Understanding the structural insights of enzymatic conformations for adenylosuccinate lyase receptor in malarial parasite Plasmodium falciparum
Published in Journal of Receptors and Signal Transduction, 2021
Adenylosuccinate lyase is a housekeeping gene that is present in many organisms, especially in the plasmodium family. It plays a crucial role in cellular replication, purine nucleotide cycle. Recent studies on Plasmodium falciparum have suggested that the C–N bond cleavage is the rate-limiting step, through uni-bi mechanism kinetic mechanism. The reaction pathway involves cleavage of adenylosuccinate to AMP and fumarate and examining these complexes is core important to understand the structural aspect of adenylosuccinate lyase.

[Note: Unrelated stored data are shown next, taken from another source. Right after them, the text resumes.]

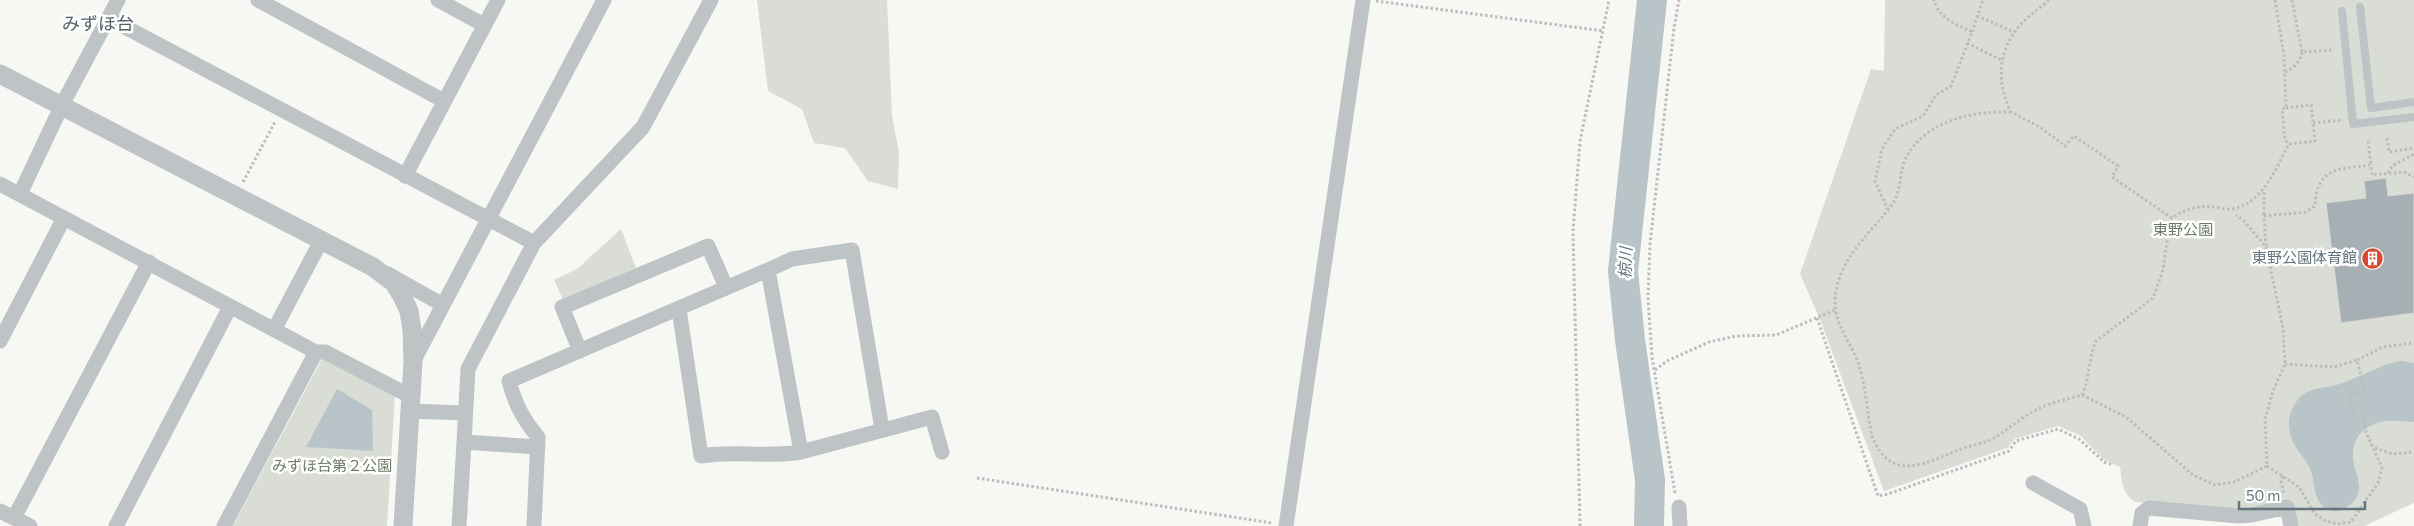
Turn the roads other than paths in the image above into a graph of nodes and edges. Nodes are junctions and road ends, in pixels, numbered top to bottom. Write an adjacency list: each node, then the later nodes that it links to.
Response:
1 (118, 0): 10 (street)
2 (258, 0): 13 (street)
3 (438, 0): 11 (street)
4 (498, 0): 11 (street)
5 (604, 0): 21 (street)
6 (711, 0): 23 (street)
7 (1362, 0): 53 (street)
8 (2360, 7): 14 (lane)
9 (2342, 10): 16 (lane)
10 (108, 18): 15 (street); 17 (street)
11 (484, 25): 13 (street)
12 (0, 74): 15 (street)
13 (444, 100): 17 (street)
14 (2414, 102)
15 (62, 105): 19 (street); 22 (street)
16 (2414, 117)
17 (405, 176): 21 (street)
18 (0, 184): 19 (street)
19 (20, 194): 20 (street)
20 (64, 218): 24 (street); 32 (street)
21 (489, 220): 23 (street); 28 (street)
22 (321, 241): 25 (street); 31 (street)
23 (534, 243): 37 (street)
24 (150, 262): 29 (street); 46 (street)
25 (373, 267): 28 (street); 35 (street)
26 (768, 270): 27 (street); 38 (street); 41 (street)
27 (726, 287): 30 (street); 33 (street)
28 (443, 305): 35 (street)
29 (230, 307): 31 (street); 48 (street)
30 (679, 310): 33 (street); 41 (street)
31 (275, 328): 34 (street)
32 (0, 341)
33 (580, 351): 40 (street)
34 (316, 352): 36 (street); 49 (street)
35 (412, 362): 36 (street)
36 (409, 404): 37 (street); 50 (street)
37 (465, 413): 39 (street)
38 (882, 429): 41 (street); 42 (street)
39 (464, 442): 40 (street); 51 (street)
40 (538, 447): 52 (street)
41 (801, 452)
42 (942, 452)
43 (2033, 483): 55 (street)
44 (1679, 507): 54 (street)
45 (0, 511): 46 (street)
46 (14, 518): 47 (street)
47 (30, 526)
48 (116, 526)
49 (224, 526)
50 (403, 526)
51 (459, 526)
52 (534, 526)
53 (1286, 526)
54 (1680, 526)
55 (2084, 526)
56 (2140, 526): 57 (street)
57 (2291, 526)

In forward reaction, the adenylosuccinate is cleaved into adenosine monophosphate and fumarate as shown in Figure 4. Since, there have been several studies performed to understand the reaction mechanism of adenylosuccinate lyase, and as of now, the structural insights of those complexes are not well studied. By this, we examined the docked complex of adenylosuccinate bound protein and AMP with fumarate bound protein (Figure 5). The 2 D interactions of adenylosuccinate bound protein and AMP with fumarate bound protein are provided in Supplementary Figure S2. The protein amino acids Asp92, Glu97, Ser125 and Arg338 shows direct hydrogen bonding interactions with adenylosuccinate (reactant), while in the product, the amino acids Asn90, Asp92, Gln250, Arg338, Ser343, Arg347 are directly interacting with AMP through hydrogen bonds and the amino acids His91, Lys94, Glu97, His120, Ser125 are directly interacting with fumarate through hydrogen bonds. Dynamical Cross-Correlation Map (DCCM) predicted by dynamut is provided in the heat map for the reactant and product of adenylosuccinate lyase complex in Figure 6(a,b). Here the Ser 125 is playing the dual role of proton acceptor and donor in the reaction transfer mechanism and the Glu 250 and Glu97 provides marginal base support as reaction activator. While in the reactant, the His amino acid as electrostatic stabilizer does not play any direct role, but the His120 comes forward to hold the fumarate and plays the imperial role in separating the fumarate form the adenylosuccinate. The other amino acids like Lys, Arg, Asn are contributing to the binding and transfer of reactant into product with the intermediate steps.